GREG HOY, REPORTER: Indeed, the Australian Prime Minister is the envy of political leaders around the world according to the Chicago-based economist and advisor to the Commonwealth Bank, David Hale.

DAVID HALE, GLOBAL ECONOMIC ADVISOR, COMMONWEALTH BANK: He does not have to worry about the public debt. He enjoys great freedom to stimulate the economy in the next 12 or 18 months; be it through public spending on infrastructure; be it through tax cuts; be it through other spending programs. Therefore, Australia, I think, is potentially more recession-proof than any other country in the OECD.

PROFESSOR BILL MITCHELL, DIRECTOR, CENTRE OF FULL EMPLOYMENT AND EQUITY: The sovereign government never has to worry about public debt. It can never become insolvent in its own currency.

GREG HOY, REPORTER: But calculating the benefits of a stimulus shopping spree versus the cost of swinging from surplus to deficit, funded for now by selling government bonds, is a macro-econometric headache.

MICHAEL KNOX, CHIEF ECONOMIST, ABN AMRO MORGANS: If you look at the total swing in the budget balance, that’s a swing of around about 4.2 per cent of GDP from what we were saving to what we were spending. Now, the net result of that is, in terms of the modelling we’ve done, is to push up long-term interest rates. So, we think that when these bonds to finance the spending actually come to market, that they’ll push up long-term interest rates in Australia by about 1.3 per cent. They’ll probably be around about five per cent by the end of this year.

PROFESSOR BILL MITCHELL, DIRECTOR, CENTRE OF FULL EMPLOYMENT AND EQUITY: The government bond issues do not fund the deficit spending. That is a completely erroneous understanding of the monetary system. Micheal Knox is similarly miscontrued. When the Federal government was running surpluses it was not saving. It makes no sense to say that the sovereign government is saving in its own currency. It issues the currency at its discretion. What meaning is there to saving up something you can issue at will. None at all. The fact is that when the Government ran surpluses it was destroying purchasing power (and accompanying financial assets) in the private sector. The “money” which the surplus represented were destroyed forever. It didn’t go anywhere other than the trash can.

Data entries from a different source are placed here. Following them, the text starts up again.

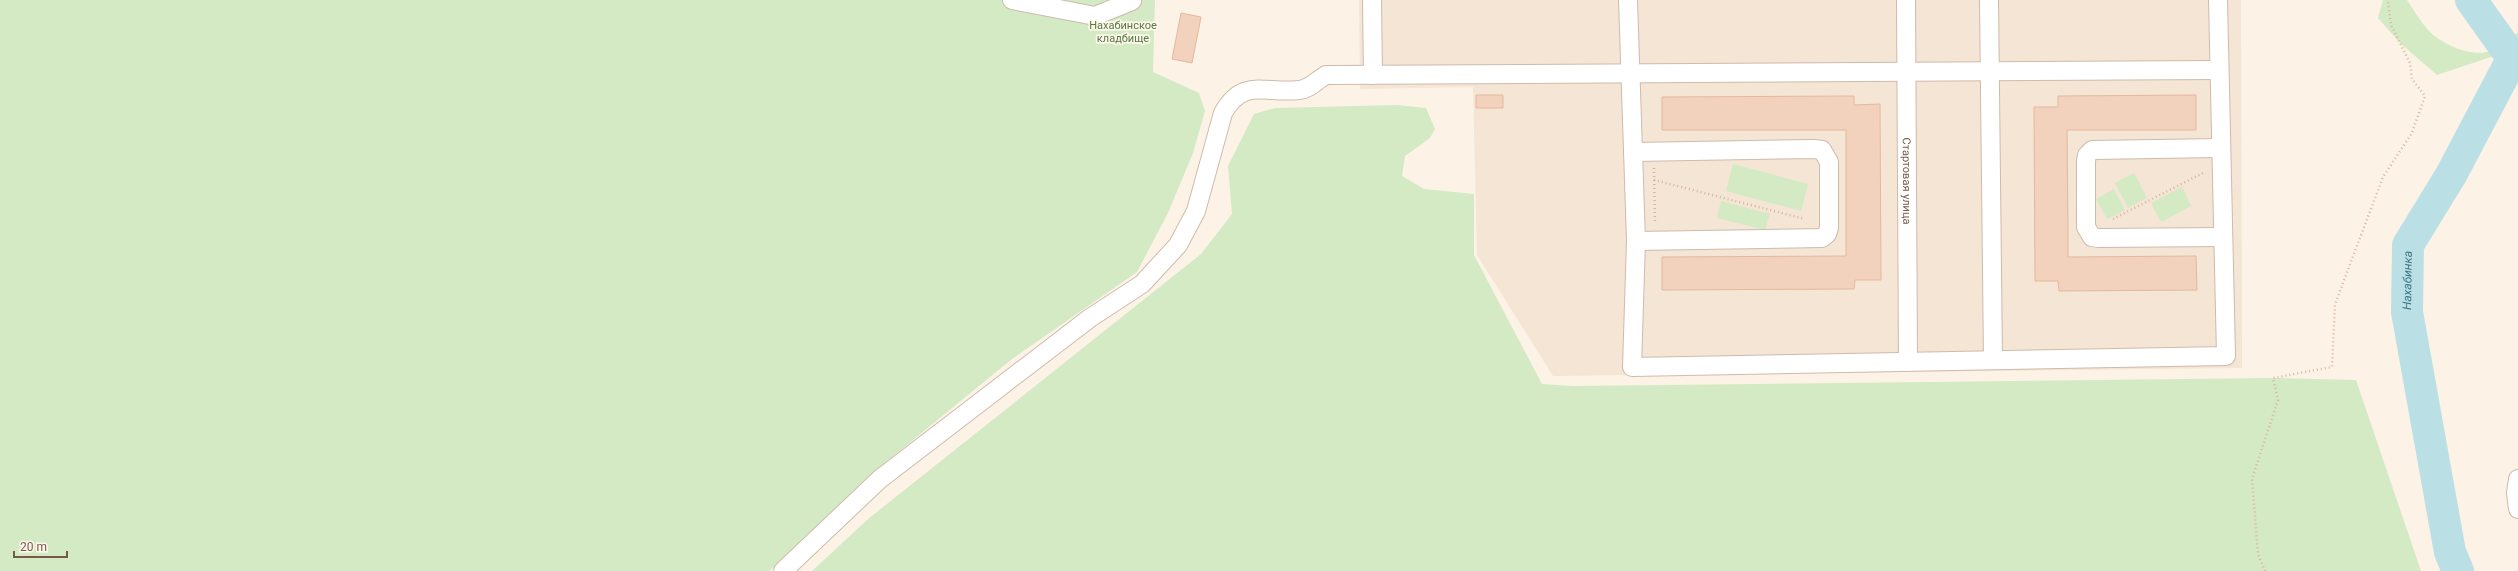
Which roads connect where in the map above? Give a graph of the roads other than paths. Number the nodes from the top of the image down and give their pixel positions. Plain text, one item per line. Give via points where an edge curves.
1 (1012, 0) edge
2 (1372, 0) edge
3 (1628, 0) edge
4 (1906, 0) edge
5 (1989, 0) edge
6 (2218, 0) edge
7 (1132, 1) edge
8 (2218, 70) junction
9 (1907, 72) junction
10 (1989, 72) junction
11 (1630, 74) junction
12 (1374, 75) junction
13 (2220, 148) junction
14 (1633, 152) junction
15 (2223, 237) junction
16 (1636, 241) junction
17 (1993, 360) junction
18 (1908, 362) junction
19 (2518, 479) edge
20 (2518, 509) edge
21 (783, 571) edge

1 - 7 street via 1095,16
2 - 12 street
3 - 11 street
4 - 9 street, Стартовая улица
5 - 10 street
6 - 8 street
8 - 10 street
8 - 13 street
9 - 10 street
9 - 11 street
9 - 18 street, Стартовая улица
10 - 17 street
11 - 12 street
11 - 14 street
12 - 21 street via 1326,75 1311,86 1300,90 1245,90 1237,94 1230,100 1223,113 1196,211 1178,245 1142,284 1090,318 880,479
13 - 15 street
13 - 15 street via 2092,150 2086,161 2088,232 2092,237 2098,238
14 - 16 street
14 - 16 street via 1822,150 1829,162 1829,225 1827,234 1814,240
15 - 17 street via 2226,356
16 - 18 street via 1632,367
17 - 18 street
19 - 20 street

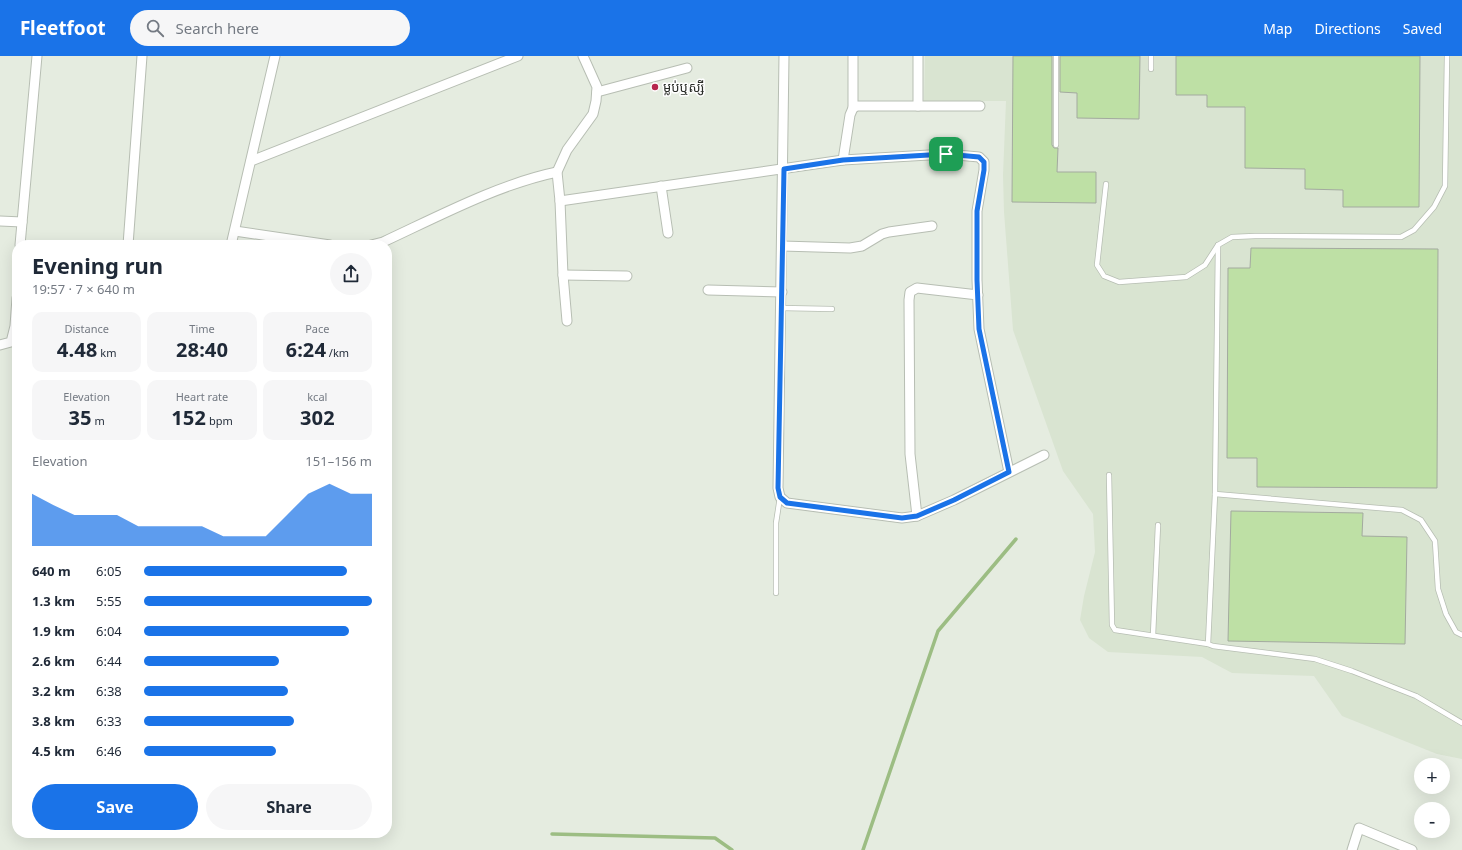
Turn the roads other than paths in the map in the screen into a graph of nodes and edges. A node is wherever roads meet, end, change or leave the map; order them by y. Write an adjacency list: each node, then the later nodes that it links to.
1 (37, 56): 27 (street)
2 (142, 56): 32 (street)
3 (275, 56): 20 (street)
4 (518, 56): 20 (street)
5 (583, 56): 14 (street)
6 (784, 56): 21 (street)
7 (854, 56): 17 (street)
8 (918, 56): 15 (street)
9 (1056, 56): 18 (lane)
10 (1150, 56): 13 (lane)
11 (1446, 56): 37 (lane)
12 (687, 68): 14 (street)
13 (1151, 69)
14 (597, 92): 22 (street)
15 (918, 106): 16 (street); 17 (street)
16 (980, 106)
17 (853, 108): 19 (street)
18 (1056, 145)
19 (843, 160): 21 (street); 42 (street)
20 (251, 161): 29 (street)
21 (784, 169): 24 (street); 36 (street)
22 (557, 172): 25 (street); 35 (street)
23 (1106, 184): 37 (lane)
24 (661, 186): 25 (street); 30 (street)
25 (560, 201): 38 (street)
26 (0, 221): 27 (street)
27 (22, 222): 31 (street)
28 (932, 226): 36 (street)
29 (235, 231): 33 (street); 34 (street)
30 (668, 233)
31 (20, 240)
32 (128, 240)
33 (232, 240)
34 (296, 240)
35 (387, 240)
36 (782, 246): 41 (street)
37 (1218, 246): 51 (lane)
38 (563, 275): 39 (street); 45 (street)
39 (627, 276)
40 (708, 290): 41 (street)
41 (782, 292): 43 (street)
42 (978, 295): 49 (street); 53 (street)
43 (781, 308): 44 (lane); 52 (street)
44 (832, 309)
45 (567, 321)
46 (12, 338): 47 (street)
47 (0, 345)
48 (1044, 455): 49 (street)
49 (1009, 472): 53 (street)
50 (1109, 474): 56 (lane)
51 (1215, 494): 57 (lane); 58 (lane)
52 (780, 497): 53 (street); 55 (lane)
53 (917, 516)
54 (1158, 525): 56 (lane)
55 (776, 593)
56 (1153, 635): 58 (lane)
57 (1462, 635)
58 (1208, 644): 59 (lane)
59 (1462, 723)
60 (1352, 850): 61 (street)
61 (1412, 850)

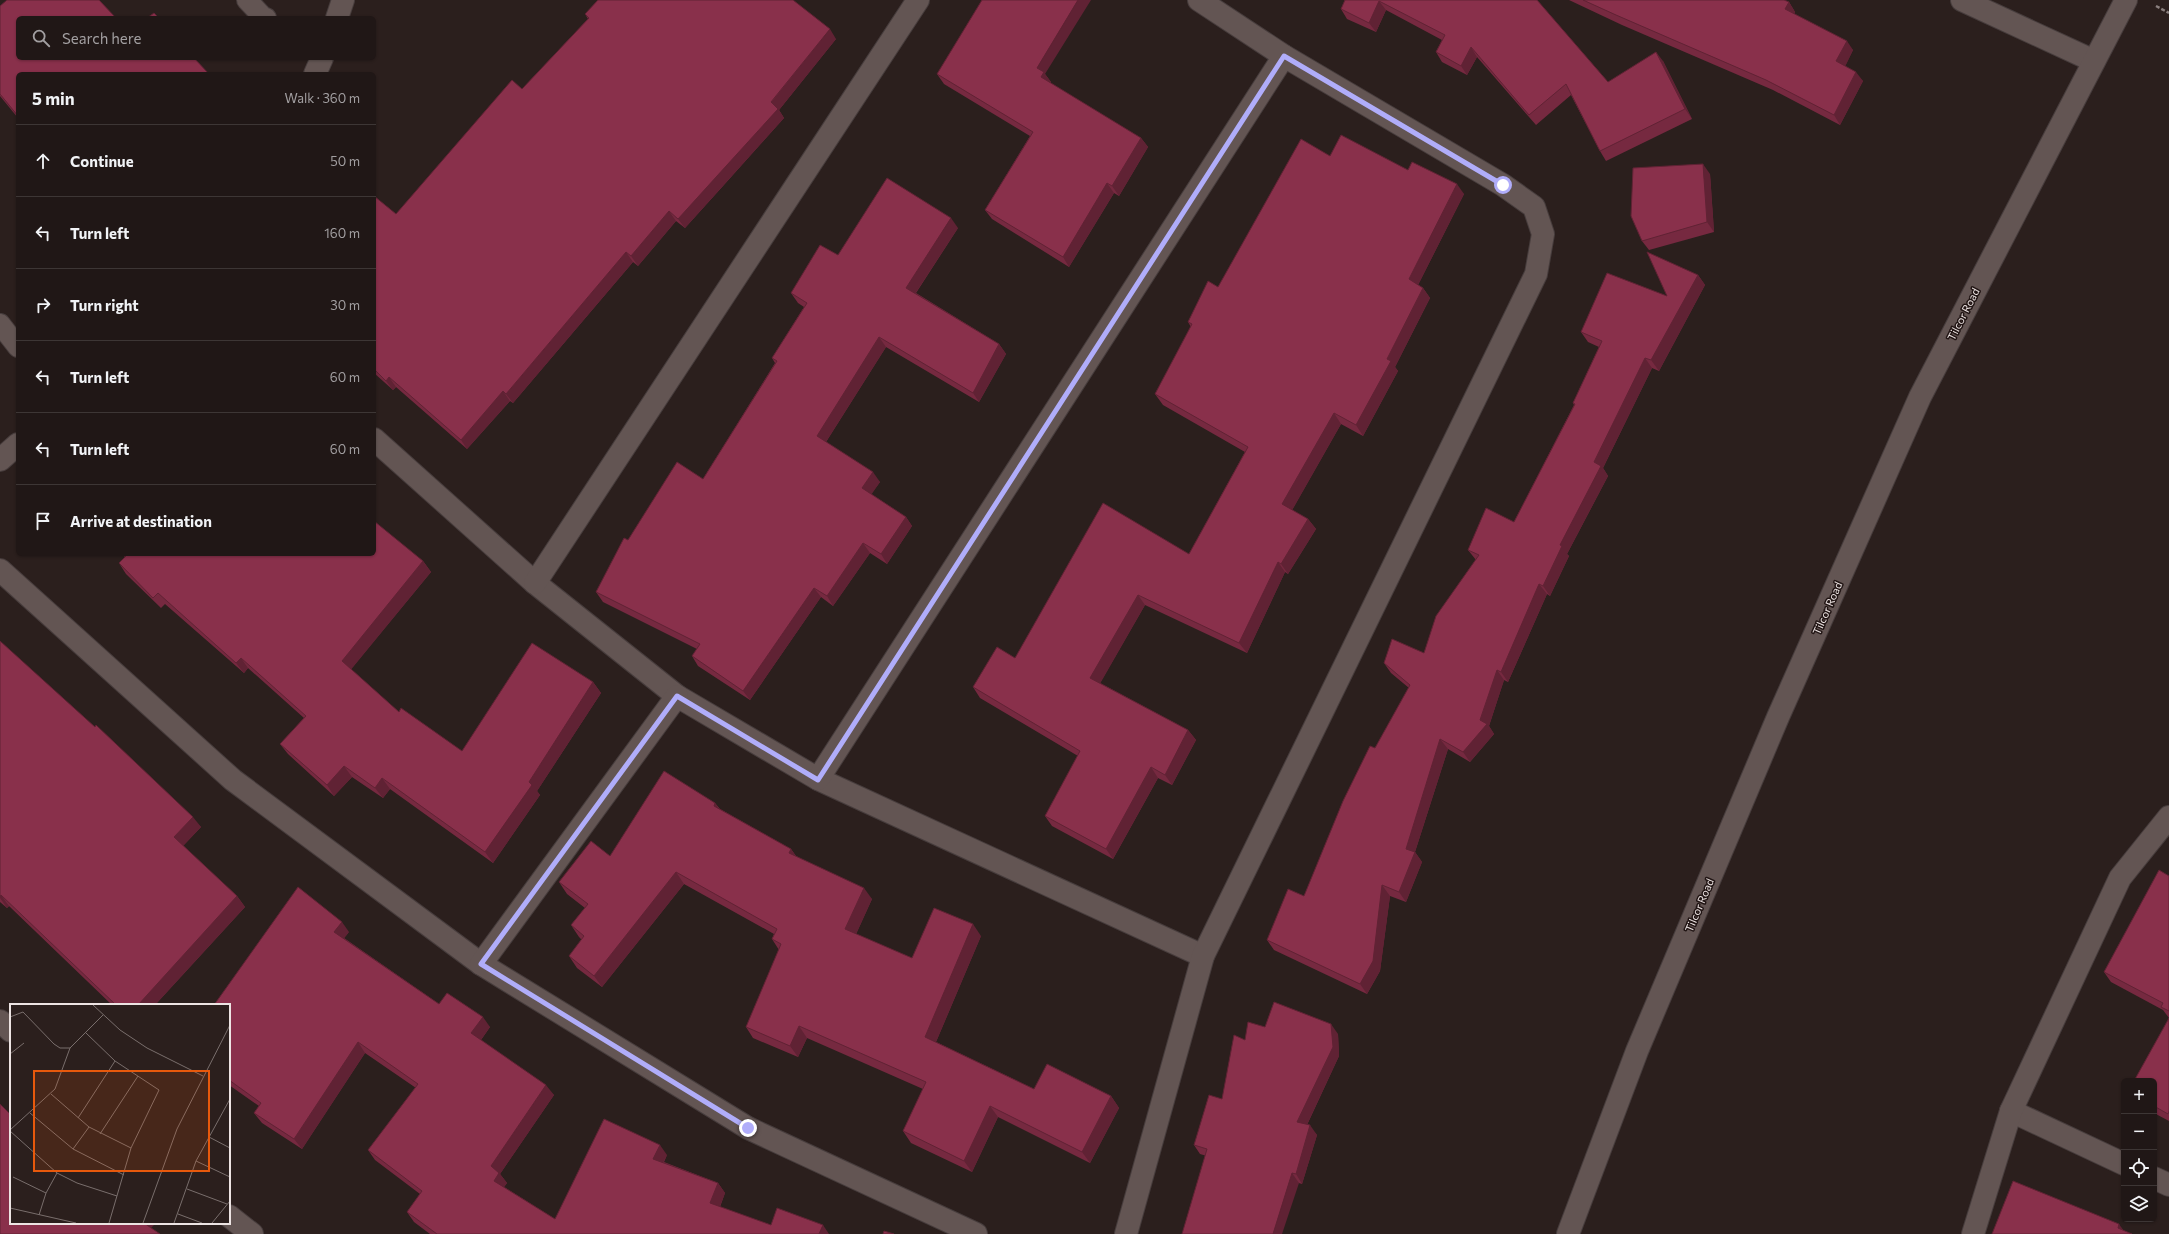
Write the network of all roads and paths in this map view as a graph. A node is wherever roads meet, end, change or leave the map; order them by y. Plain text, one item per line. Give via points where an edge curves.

If the private sector saves (by spending less than its income) it creates a stockpile for future use. This analogy does not apply to the Federal government. It can spend in the future irrespective of what went on in the past. It doesn’t need a stockpile nor does it keep one.

Further, the banker is plainly misinformed about how interest rates are set. The RBA sets the short-term rate which then spreads out over the duration maturities to the long-term rates. The difference between the short-term rate and the long-term rates tends to reflect expectations about risk and expected inflation. It is also true, as explained in my previous response, that net government spending (deficits) actually put downward pressure on interest rates and the bond sales merely restore control to the RBA and allow it to maintain a given short-term rate.

Also, the idea that there is a finite stock of investment funds available and competition between users then allocates them accordingly and increased competition drives up the price (interest rates) is also an incorrect depiction. This is the classical loanable funds doctrine that was abandoned by thinking economists years ago. Banks can extend loans whenever they see a credit worthy customer. Loans are not dependent on prior deposits. Loans create deposits as a matter of accounting. What is also not often understood is that net government spending creates the funds that allow people then to purchase bonds should they wish to store their savings in that form of financial asset. The deficit spending pushes up reserves which then my be converted into bond purchases.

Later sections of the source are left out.